AIM OF THE EXERCISE. If a line of the material holds the string "dead", it counts; report the number of such lines alone.

-=-=-=-=-

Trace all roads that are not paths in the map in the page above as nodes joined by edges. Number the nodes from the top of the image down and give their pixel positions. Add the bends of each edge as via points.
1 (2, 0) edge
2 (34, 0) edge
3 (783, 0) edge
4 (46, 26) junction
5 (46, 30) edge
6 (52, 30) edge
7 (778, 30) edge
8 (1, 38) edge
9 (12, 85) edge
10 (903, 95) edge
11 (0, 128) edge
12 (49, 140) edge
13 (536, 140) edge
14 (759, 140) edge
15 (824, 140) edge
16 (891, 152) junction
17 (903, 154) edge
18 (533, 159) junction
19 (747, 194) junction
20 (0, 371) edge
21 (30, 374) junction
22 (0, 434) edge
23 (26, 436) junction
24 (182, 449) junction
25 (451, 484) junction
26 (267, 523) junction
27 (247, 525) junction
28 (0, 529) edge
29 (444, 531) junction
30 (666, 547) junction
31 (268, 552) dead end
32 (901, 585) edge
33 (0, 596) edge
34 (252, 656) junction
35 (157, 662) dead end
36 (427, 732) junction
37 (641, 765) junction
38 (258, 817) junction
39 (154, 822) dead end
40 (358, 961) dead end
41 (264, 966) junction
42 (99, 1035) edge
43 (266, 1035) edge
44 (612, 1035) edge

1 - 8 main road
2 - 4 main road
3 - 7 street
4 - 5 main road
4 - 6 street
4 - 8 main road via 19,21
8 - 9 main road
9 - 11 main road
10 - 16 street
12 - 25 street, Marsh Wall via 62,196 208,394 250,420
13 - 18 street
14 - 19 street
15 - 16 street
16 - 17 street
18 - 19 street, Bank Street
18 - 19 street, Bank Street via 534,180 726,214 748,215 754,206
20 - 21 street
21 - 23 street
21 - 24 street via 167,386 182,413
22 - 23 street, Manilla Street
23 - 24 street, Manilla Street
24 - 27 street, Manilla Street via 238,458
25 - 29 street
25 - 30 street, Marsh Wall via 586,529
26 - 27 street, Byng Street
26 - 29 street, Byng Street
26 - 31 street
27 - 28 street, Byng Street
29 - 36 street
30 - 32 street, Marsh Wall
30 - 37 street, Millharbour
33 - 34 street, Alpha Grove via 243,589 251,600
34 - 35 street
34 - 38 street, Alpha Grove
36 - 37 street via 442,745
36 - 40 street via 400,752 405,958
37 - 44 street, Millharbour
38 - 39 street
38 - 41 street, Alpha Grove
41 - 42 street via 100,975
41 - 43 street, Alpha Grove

-=-=-=-=-

EXPECTED ANSWER. 4